Our soup kitchens and food pantries serve in ways not only related to food, but related to health, related to life, related to comfort, and related to basic human needs.

Last year we served almost 1.8 million meals out of our Community Service Center in Stapleton and through our network of 26 mobile pantry sites from the North to the South Shore of our borough — including new stops in Tottenville and Prince’s Bay.

On a recent day, in the span of just 24 hours, our pantries were the first stop for a family with young children whose electricity has been turned off for a week and whose service we helped get restored; for a family who had just received an eviction notice, and we made arrangements for the roof to remain over their heads, and for a woman who had recently had surgery and we brought to a doctor’s appointment.

These families and tens of thousands of other Staten Islanders will receive similar attention and care this year, thanks to money raised through the Poor People’s Dinner.

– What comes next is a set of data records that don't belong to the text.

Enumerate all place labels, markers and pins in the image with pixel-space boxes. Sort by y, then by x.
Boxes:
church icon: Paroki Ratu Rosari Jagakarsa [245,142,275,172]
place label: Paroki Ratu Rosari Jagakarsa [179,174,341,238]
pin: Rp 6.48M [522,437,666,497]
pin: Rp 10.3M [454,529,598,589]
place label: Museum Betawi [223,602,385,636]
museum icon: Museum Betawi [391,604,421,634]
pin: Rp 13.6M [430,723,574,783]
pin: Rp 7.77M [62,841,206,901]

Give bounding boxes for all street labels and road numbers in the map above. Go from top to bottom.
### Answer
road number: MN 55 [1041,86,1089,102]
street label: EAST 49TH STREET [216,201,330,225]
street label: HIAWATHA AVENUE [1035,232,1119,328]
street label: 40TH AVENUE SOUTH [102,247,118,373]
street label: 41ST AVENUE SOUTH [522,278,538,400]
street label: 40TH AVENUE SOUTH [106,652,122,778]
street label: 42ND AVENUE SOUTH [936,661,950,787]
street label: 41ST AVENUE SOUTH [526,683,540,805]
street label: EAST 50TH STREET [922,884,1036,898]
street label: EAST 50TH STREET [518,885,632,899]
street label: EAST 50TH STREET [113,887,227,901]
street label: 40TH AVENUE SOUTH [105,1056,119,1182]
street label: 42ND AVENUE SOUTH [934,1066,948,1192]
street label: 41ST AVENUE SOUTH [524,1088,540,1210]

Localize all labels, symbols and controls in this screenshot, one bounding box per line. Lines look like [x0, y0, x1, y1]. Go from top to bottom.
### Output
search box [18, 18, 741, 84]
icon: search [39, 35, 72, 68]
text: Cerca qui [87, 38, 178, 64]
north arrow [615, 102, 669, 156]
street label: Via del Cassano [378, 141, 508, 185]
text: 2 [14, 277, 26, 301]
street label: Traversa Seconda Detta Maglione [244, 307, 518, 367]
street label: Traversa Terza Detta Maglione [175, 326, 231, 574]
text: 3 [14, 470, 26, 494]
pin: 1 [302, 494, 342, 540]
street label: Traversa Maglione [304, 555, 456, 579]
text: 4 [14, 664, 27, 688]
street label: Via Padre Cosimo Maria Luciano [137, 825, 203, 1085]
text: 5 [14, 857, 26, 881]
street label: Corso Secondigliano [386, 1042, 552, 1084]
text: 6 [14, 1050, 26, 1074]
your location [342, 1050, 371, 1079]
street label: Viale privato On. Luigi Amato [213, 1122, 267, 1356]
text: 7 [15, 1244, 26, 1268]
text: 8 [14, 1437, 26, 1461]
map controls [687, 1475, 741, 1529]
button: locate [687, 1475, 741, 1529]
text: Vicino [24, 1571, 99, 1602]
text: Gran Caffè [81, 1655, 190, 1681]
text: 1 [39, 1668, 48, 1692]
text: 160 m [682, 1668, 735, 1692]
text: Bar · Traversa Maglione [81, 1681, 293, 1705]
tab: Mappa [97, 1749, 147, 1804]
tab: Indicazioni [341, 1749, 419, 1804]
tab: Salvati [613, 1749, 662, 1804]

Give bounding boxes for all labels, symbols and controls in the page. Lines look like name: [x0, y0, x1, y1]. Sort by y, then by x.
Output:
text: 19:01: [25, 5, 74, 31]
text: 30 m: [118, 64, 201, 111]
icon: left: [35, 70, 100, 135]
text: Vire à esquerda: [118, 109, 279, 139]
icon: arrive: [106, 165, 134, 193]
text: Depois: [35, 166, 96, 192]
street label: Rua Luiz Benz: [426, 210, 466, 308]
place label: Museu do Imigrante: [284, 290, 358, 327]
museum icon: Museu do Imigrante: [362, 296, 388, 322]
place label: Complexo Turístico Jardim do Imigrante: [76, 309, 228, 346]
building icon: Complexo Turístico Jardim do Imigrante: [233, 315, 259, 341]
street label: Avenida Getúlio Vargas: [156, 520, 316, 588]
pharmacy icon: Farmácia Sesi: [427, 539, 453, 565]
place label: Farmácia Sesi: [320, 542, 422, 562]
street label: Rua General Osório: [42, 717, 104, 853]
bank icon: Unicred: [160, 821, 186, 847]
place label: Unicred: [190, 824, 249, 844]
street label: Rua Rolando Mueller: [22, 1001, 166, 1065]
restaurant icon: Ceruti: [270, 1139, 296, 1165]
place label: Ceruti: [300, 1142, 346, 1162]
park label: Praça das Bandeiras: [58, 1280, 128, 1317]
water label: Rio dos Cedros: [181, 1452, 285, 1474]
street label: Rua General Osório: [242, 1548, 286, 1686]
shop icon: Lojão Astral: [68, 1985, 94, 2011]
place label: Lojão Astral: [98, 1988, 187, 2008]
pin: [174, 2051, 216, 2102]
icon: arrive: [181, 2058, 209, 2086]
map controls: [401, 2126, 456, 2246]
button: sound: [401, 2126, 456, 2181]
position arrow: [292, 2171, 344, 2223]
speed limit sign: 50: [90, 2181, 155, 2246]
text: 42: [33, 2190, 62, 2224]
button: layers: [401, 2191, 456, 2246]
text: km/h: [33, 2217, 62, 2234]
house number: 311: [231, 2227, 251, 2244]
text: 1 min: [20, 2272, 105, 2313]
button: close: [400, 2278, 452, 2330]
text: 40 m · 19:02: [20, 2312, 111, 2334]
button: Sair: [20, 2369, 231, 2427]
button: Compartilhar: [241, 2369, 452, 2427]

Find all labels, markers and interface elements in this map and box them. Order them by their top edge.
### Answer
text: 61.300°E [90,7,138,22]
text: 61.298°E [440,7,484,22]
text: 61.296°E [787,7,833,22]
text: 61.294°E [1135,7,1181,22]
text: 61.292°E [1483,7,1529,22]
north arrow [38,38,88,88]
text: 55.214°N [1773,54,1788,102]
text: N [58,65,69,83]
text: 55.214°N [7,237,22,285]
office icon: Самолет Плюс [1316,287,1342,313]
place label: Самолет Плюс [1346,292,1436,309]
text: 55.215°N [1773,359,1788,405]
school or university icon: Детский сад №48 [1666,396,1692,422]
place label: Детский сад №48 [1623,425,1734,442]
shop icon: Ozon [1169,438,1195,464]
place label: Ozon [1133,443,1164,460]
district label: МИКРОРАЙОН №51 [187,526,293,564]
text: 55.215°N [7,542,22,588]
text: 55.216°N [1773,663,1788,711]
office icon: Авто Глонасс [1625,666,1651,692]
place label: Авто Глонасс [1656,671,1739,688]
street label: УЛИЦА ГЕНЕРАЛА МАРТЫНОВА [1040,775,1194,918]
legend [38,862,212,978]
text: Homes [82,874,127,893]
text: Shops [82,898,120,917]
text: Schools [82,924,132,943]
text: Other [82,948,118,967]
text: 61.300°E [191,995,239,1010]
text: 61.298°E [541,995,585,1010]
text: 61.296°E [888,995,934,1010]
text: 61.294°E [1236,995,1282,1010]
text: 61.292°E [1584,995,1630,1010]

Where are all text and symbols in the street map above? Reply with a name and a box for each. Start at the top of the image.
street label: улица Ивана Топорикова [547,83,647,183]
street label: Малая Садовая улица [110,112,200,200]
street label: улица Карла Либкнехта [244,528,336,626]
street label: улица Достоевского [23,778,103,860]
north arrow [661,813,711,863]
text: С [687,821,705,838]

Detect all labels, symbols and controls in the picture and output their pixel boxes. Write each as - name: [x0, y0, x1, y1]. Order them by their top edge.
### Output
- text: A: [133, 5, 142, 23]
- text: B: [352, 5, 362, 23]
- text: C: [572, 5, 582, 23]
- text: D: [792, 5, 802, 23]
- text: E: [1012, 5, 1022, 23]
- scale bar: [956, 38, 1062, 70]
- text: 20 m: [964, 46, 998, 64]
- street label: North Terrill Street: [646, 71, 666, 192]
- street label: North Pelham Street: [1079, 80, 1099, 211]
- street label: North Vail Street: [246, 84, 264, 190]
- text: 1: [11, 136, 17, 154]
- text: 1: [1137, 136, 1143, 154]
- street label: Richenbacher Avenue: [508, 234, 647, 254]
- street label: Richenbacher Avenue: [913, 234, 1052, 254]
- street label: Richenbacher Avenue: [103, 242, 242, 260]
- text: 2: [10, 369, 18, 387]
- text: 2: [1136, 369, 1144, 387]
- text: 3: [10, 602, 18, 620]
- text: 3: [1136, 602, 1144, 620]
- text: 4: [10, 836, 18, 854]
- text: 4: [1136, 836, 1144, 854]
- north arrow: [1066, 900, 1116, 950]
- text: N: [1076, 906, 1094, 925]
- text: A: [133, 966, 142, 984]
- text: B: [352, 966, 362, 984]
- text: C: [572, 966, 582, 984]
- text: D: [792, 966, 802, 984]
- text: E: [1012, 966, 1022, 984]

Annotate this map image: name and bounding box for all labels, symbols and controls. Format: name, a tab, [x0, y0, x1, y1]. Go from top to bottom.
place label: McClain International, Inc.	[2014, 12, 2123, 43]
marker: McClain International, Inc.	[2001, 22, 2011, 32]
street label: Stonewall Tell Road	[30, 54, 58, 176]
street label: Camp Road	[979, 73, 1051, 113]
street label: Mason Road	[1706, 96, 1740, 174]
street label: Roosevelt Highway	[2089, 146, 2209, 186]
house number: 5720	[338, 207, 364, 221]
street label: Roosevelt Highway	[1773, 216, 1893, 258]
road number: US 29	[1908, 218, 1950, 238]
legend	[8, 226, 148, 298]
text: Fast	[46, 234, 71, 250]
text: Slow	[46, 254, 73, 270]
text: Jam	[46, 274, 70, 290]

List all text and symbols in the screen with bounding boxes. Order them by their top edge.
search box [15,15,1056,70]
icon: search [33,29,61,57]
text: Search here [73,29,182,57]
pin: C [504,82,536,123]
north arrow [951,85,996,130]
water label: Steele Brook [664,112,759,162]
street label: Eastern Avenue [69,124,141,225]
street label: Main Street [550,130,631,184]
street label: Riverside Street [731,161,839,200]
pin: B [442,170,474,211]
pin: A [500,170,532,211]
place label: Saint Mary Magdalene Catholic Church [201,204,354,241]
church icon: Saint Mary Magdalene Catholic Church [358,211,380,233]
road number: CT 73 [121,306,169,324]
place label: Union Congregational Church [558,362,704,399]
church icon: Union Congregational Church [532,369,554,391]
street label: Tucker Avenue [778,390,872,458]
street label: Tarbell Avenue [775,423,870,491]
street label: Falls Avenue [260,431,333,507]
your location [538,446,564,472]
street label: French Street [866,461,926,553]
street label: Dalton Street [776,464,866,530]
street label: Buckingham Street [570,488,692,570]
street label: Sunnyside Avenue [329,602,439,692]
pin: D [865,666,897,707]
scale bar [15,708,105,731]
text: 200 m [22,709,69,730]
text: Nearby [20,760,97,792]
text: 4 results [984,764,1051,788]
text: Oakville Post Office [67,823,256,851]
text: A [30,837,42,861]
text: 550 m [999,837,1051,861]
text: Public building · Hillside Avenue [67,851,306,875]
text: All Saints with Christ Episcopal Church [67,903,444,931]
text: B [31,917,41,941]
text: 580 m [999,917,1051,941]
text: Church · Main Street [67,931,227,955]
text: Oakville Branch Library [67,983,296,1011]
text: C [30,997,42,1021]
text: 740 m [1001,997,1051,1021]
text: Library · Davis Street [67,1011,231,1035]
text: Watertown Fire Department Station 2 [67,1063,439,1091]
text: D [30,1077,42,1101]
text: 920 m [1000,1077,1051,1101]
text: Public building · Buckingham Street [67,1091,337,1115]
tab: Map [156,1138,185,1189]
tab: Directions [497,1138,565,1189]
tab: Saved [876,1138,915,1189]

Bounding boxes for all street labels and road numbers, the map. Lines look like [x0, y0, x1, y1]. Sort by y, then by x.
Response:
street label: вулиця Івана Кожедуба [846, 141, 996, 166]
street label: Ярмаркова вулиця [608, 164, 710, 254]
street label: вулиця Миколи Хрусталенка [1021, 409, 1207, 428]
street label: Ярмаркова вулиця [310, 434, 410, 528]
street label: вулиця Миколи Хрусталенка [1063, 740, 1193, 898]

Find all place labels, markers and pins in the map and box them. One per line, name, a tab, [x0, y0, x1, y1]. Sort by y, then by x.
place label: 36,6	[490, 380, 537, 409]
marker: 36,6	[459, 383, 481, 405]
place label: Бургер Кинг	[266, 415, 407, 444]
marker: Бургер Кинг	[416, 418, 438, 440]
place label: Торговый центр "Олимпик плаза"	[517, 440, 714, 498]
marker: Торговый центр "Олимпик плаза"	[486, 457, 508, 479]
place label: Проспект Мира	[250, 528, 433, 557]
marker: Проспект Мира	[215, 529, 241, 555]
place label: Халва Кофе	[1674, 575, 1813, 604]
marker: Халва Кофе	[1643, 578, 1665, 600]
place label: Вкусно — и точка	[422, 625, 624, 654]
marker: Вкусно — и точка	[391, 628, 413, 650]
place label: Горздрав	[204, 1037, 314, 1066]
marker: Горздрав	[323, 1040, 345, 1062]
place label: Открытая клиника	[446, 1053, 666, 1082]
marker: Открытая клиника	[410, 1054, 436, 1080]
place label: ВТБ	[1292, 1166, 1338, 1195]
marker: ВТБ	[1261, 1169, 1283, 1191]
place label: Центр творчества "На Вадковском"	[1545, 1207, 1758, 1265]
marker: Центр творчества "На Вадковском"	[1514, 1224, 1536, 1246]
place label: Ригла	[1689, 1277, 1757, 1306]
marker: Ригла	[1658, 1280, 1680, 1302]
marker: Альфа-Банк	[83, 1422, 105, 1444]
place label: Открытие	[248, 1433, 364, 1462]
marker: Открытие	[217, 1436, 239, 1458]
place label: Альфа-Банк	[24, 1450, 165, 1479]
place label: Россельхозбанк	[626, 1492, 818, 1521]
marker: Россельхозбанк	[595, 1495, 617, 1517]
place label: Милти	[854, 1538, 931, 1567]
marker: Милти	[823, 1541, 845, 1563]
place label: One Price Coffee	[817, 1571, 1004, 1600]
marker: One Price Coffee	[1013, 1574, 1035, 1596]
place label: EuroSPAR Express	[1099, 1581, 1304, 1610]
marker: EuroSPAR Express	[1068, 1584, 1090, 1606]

On November 20 at 6 p.m. at the Hilton Garden Inn, Staten Island’s largest interfaith event will celebrate 20 years of uniting Staten Islanders of all ages and backgrounds over a simple meal of bread and soup – a community gathering where guests draw nourishment from service, sacrifice and the words of inspiring keynote speakers.

This year, the keynote speakers will be Patty Ann McDonald and Conor McDonald – the widow and son of the late Steven McDonald. Steven McDonald was a New York City Police Officer who was shot in 1986 in the line of duty by a 15-year-old boy, and as a result was paralyzed from the neck down. A man of faith, Officer McDonald forgave his assailant, and became a motivational speaker and a role model for a life well lived. He died this year at the age of 59.

Project Hospitality was lucky enough to welcome the late Officer McDonald as the keynote speaker at Project Hospitality’s second annual poor people’s dinner, in 1998.

“If I had to name three spokesmen for forgiveness, it would be Jesus Christ, Nelson Mandela and Steven McDonald,” said Poor People’s Dinner Founder and Co-Chair Joseph Madory, during an event at Project Hospitality’s food pantry, attended by student volunteers from Susan Wagner, CSI International, Port Richmond, Curtis, St. Peter’s Boys, St. Joseph Hill Academy High Schools. The students are among hundreds of folks –young and old – expected to gather for the interfaith event, who are volunteering to make it a success by collecting canned food for our pantry shelves.


“If we lock arms together, if we pray and work together, someday this world will be a much better place for you, your family, and all of us,” said Msgr. Peter Finn, Poor People’s Dinner Co-Chair, as he addressed the room of high school student volunteers, community leaders and hungry Staten Islanders who had arrived to eat lunch at the Project Hospitality soup kitchen.

“This Thanksgiving we want a real Thanksgiving and hope for you, for our nation, for our world, and for all the people that are persecuted and suffering across the globe, and in some very special way, right here, on Staten Island, as well.”